_Exercise goal_. Drop every image, then reproduce the data exactly as given.

_Extracted entries_.
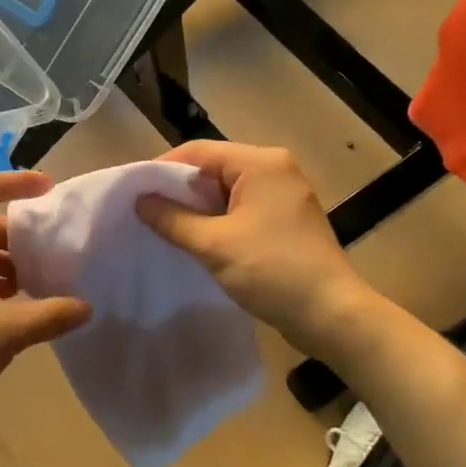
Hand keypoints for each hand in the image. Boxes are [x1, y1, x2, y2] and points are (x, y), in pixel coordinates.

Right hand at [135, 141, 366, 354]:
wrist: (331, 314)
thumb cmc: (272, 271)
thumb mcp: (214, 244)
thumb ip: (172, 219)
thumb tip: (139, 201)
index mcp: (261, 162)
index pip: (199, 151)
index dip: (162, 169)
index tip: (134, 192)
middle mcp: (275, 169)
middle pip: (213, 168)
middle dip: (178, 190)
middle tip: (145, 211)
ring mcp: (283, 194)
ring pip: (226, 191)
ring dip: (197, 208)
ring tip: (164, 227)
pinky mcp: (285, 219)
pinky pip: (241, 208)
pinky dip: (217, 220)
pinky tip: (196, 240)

_Problem solution_.
Hand keypoints for each hand in the image. Boxes are [x1, y1, x2, y2] and points are (x, y), in pixel coordinates.

Right hand at [135, 141, 366, 354]:
wrist: (331, 314)
thumb cmc: (272, 271)
thumb mcp: (214, 244)
thumb ip: (172, 219)
thumb tip: (139, 201)
index mcp: (261, 162)
index pip: (199, 151)
index dip: (162, 169)
index tip: (134, 192)
middle mcp: (275, 169)
middle pip: (213, 168)
middle dip: (178, 190)
middle tip: (145, 211)
ring mcp: (283, 194)
ring pip: (226, 191)
ring dip: (197, 208)
ring tip: (164, 227)
pinky mcp: (285, 219)
pinky pip: (241, 208)
pinky dip: (217, 220)
pinky tip: (196, 240)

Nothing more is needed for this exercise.